4.5 The state and the EU interferes in the Swedish auditing field The structure of the auditing field changed in 1973 when the National Board of Trade became the authority responsible for authorizing and approving auditors (see Table 4). When the state interfered in the auditing field, the position of the auditing profession was further strengthened. In 1975, Sweden’s Companies Act for the first time stipulated that auditing work should be carried out in accordance with Generally Accepted Auditing Standards. In 1983, a supplement of the Companies Act stipulated that at least one auditor in every limited company had to be authorized or approved. A particularly critical event was when Sweden joined the EU in 1995. Sweden’s national regulations now had to be adjusted to European statutory requirements and to EU directives. The Swedish Auditors Act of 1995 brought Swedish auditing rules into line with EU legislation. This law stipulated that auditing matters should be handled by an independent governmental agency – the Supervisory Board of Public Accountants – now responsible for the former duties of the National Board of Trade. The decision to create a separate authority responsible for auditing matters highlighted the importance of the auditing profession. Although there had been proposals for cooperation between SRS and FAR auditors since the 1920s, it was not until the 1970s that these discussions became more substantial and the two bodies actually began to cooperate. Finally, in 2006 the associations merged. The new association (Far) is now the only national professional organisation for authorized public accountants, approved public accountants, and other highly qualified accounting specialists. Far includes approximately 6000 members. (Far.se)

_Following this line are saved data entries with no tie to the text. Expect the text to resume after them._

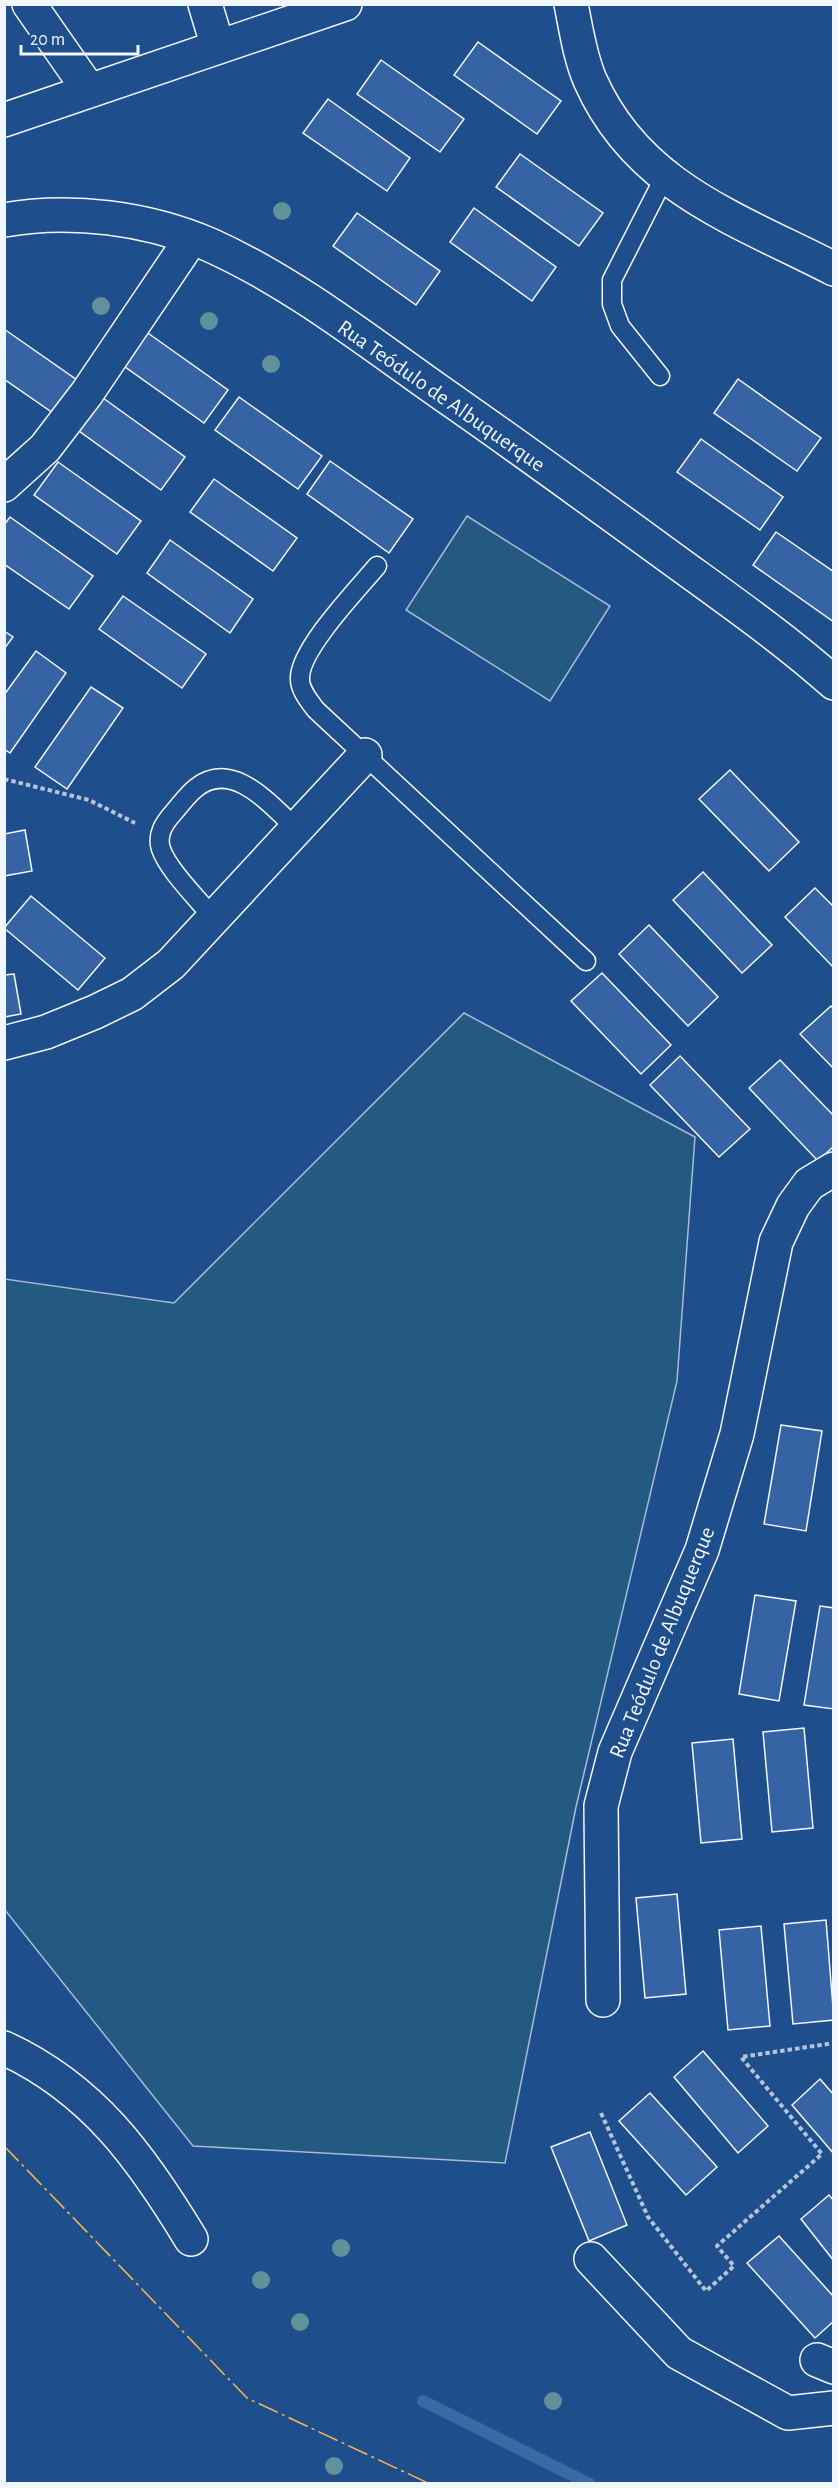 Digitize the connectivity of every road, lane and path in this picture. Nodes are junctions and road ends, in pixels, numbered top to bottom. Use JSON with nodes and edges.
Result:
{"nodes":[{"id":1,"x":30,"y":4,"type":"edge"},
{"id":2,"x":205,"y":4,"type":"edge"},
{"id":3,"x":571,"y":4,"type":"edge"},
{"id":4,"x":344,"y":5,"type":"edge"},
{"id":5,"x":218,"y":47,"type":"junction"},
{"id":6,"x":89,"y":90,"type":"junction"},
{"id":7,"x":4,"y":120,"type":"edge"},
{"id":8,"x":664,"y":178,"type":"junction"},
{"id":9,"x":4,"y":220,"type":"edge"},
{"id":10,"x":191,"y":239,"type":"junction"},
{"id":11,"x":834,"y":269,"type":"edge"},
{"id":12,"x":660,"y":376,"type":"dead end"},
{"id":13,"x":4,"y":485,"type":"edge"},
{"id":14,"x":377,"y":566,"type":"dead end"},
{"id":15,"x":834,"y":683,"type":"edge"},
{"id":16,"x":365,"y":755,"type":"junction"},
{"id":17,"x":4,"y":779,"type":"edge"},
{"id":18,"x":297,"y":829,"type":"junction"},
{"id":19,"x":160,"y":836,"type":"junction"},
{"id":20,"x":214,"y":919,"type":"junction"},
{"id":21,"x":586,"y":961,"type":"dead end"},
{"id":22,"x":4,"y":1042,"type":"edge"},
{"id":23,"x":834,"y":1169,"type":"edge"},
{"id":24,"x":603,"y":2000,"type":"dead end"},
{"id":25,"x":834,"y":2043,"type":"edge"},
{"id":26,"x":4,"y":2048,"type":"edge"},
{"id":27,"x":601,"y":2113,"type":"dead end"},
{"id":28,"x":191,"y":2239,"type":"dead end"},
{"id":29,"x":591,"y":2259,"type":"dead end"},
{"id":30,"x":834,"y":2408,"type":"edge"}],
"edges":[{"from":1,"to":6,"type":"street"},
{"from":2,"to":5,"type":"street"},
{"from":3,"to":8,"type":"street"},
{"from":4,"to":5,"type":"street"},
{"from":5,"to":6,"type":"street"},
{"from":6,"to":7,"type":"street"},
{"from":8,"to":11,"type":"street"},
{"from":8,"to":12,"type":"lane"},
{"from":9,"to":10,"type":"street","name":"Rua Teódulo de Albuquerque"},
{"from":10,"to":13,"type":"street"},
{"from":10,"to":15,"type":"street","name":"Rua Teódulo de Albuquerque"},
{"from":14,"to":16,"type":"lane"},
{"from":16,"to":18,"type":"street"},
{"from":16,"to":21,"type":"lane"},
{"from":17,"to":19,"type":"path"},
{"from":18,"to":19,"type":"lane"},
{"from":18,"to":20,"type":"street"},
{"from":19,"to":20,"type":"lane"},
{"from":20,"to":22,"type":"street"},
{"from":23,"to":24,"type":"street","name":"Rua Teódulo de Albuquerque"},
{"from":25,"to":27,"type":"path"},
{"from":26,"to":28,"type":"street"},
{"from":29,"to":30,"type":"street"}]}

Table 4: Critical events in the Swedish auditing field in the internationally oriented period 1973

The National Board of Trade becomes a governmental agency in the auditing field

1975

The Companies Act stipulates the application of Generally Accepted Auditing Standards

1983

A supplement to the Companies Act stipulates that limited companies must appoint authorized or approved auditors (thereby preparing for additional auditor assignments)

1995

Sweden signs the European Economic Area (EEA) agreement, the Swedish Auditors Act is enacted, and the Supervisory Board of Public Accountants is appointed through legislation

2001

New legislation concerning the auditing profession is enacted as a tool to bolster auditor independence (The Analysis Model”) in the Swedish Auditors Act

2006

The two professional auditor associations, FAR and SRS, merge

The formulation in the Companies Act of 1975 emphasized standards in the hierarchy of rules in Table 1, while bolstering FAR as a standard-setting body. The adoption of “self-regulation”

22

was emphasized not only when it was left to the profession to interpret the law and express in standards what would be considered generally accepted auditing work, but also when Sweden included a specific model to bolster auditor independence in the 2001 Swedish Auditors Act. This “tool” for resolving the eternally difficult question of auditor independence was handed over to the professionals to interpret and act upon accordingly. When the National Board of Trade became a governmental agency in the auditing field, delegated legislation was for the first time highlighted in audit regulation in Sweden. Later on the tax authorities become a new rule-making body to consider at the delegated legislation level, and after that another governmental agency, the Economic Crimes Bureau, entered the field.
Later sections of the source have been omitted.